Impfung

Überblick

Impfungen sind das wichtigste Instrument für die Primärprävention von Krankheiten und eine der kostengünstigsten Maßnahmen im öffentlichen Gesundheitswesen. Immunisierungen durch Impfungen sind der beste Schutz gegen schwere, vermeidbare und zum Teil tödliche Infektionskrankheiten. Dank umfassender Impfmaßnahmen wurden die Pocken ausgerottet, ist Europa frei von Kinderlähmung und wurden zahlreiche andere Krankheiten fast beseitigt.

Derzeitige Herausforderungen

Heute werden jährlich über 100 Millionen Kinder gegen Krankheiten wie Diphterie, Tetanus, Keuchhusten, Tuberkulose, Polio, Masern und Hepatitis B geimpft. Impfungen verhindern Schätzungen zufolge weltweit etwa 2,5 Millionen Todesfälle pro Jahr und senken dadurch die krankheitsbedingten Behandlungskosten, darunter für den Einsatz von Antibiotika bei Virusinfektionen.
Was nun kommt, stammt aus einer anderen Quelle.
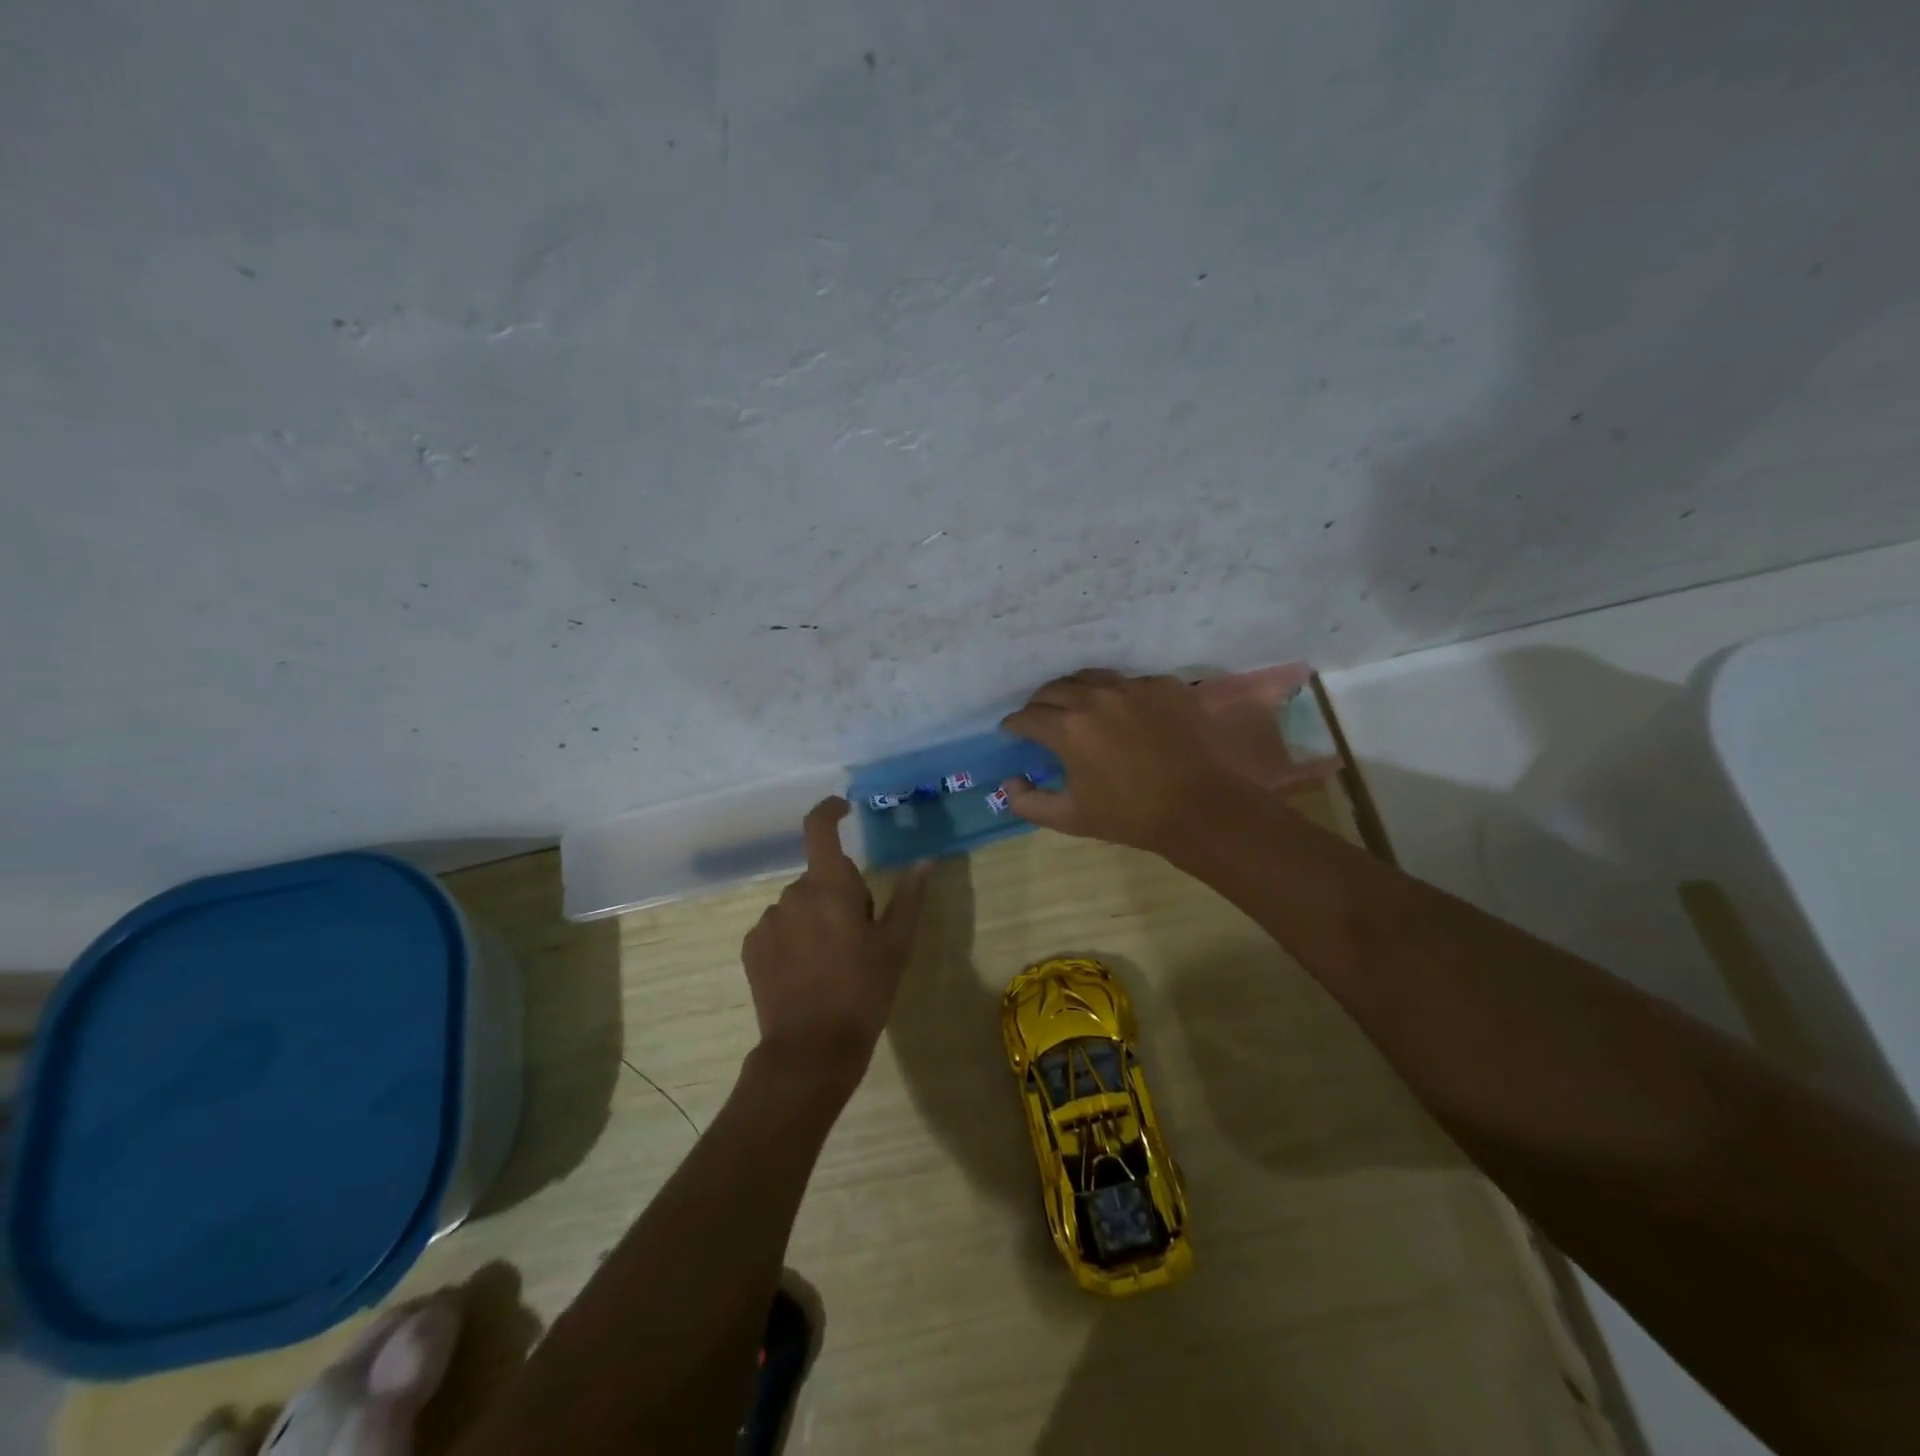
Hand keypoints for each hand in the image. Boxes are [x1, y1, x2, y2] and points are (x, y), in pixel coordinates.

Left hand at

Trotz dieses großen Erfolgs kommt es derzeit aufgrund von unzureichenden Durchimpfungsraten in verschiedenen EU-Staaten und Nachbarländern zu beispiellosen Ausbrüchen von Krankheiten, die durch Impfungen vermieden werden könnten. Der ungleiche Zugang zu Impfstoffen und das schwindende Vertrauen der Öffentlichkeit in Impfungen geben Anlass zur Sorge und stellen eine große Herausforderung für Fachleute im Bereich des öffentlichen Gesundheitswesens dar.

Maßnahmen auf EU-Ebene

Die Impfpolitik fällt in die Zuständigkeit der nationalen Behörden, doch die Europäische Kommission unterstützt die EU-Länder bei der Koordinierung ihrer Strategien und Programme.

Im April 2018 schlug die Kommission eine Empfehlung des Rates zur Stärkung der EU-Zusammenarbeit bei durch Impfung vermeidbaren Krankheiten vor. Durch die Initiative soll die Impfskepsis überwunden, die Beschaffung von Impfstoffen besser koordiniert, Forschung und Innovation unterstützt und die EU-Zusammenarbeit bei durch Impfung vermeidbaren Krankheiten gestärkt werden.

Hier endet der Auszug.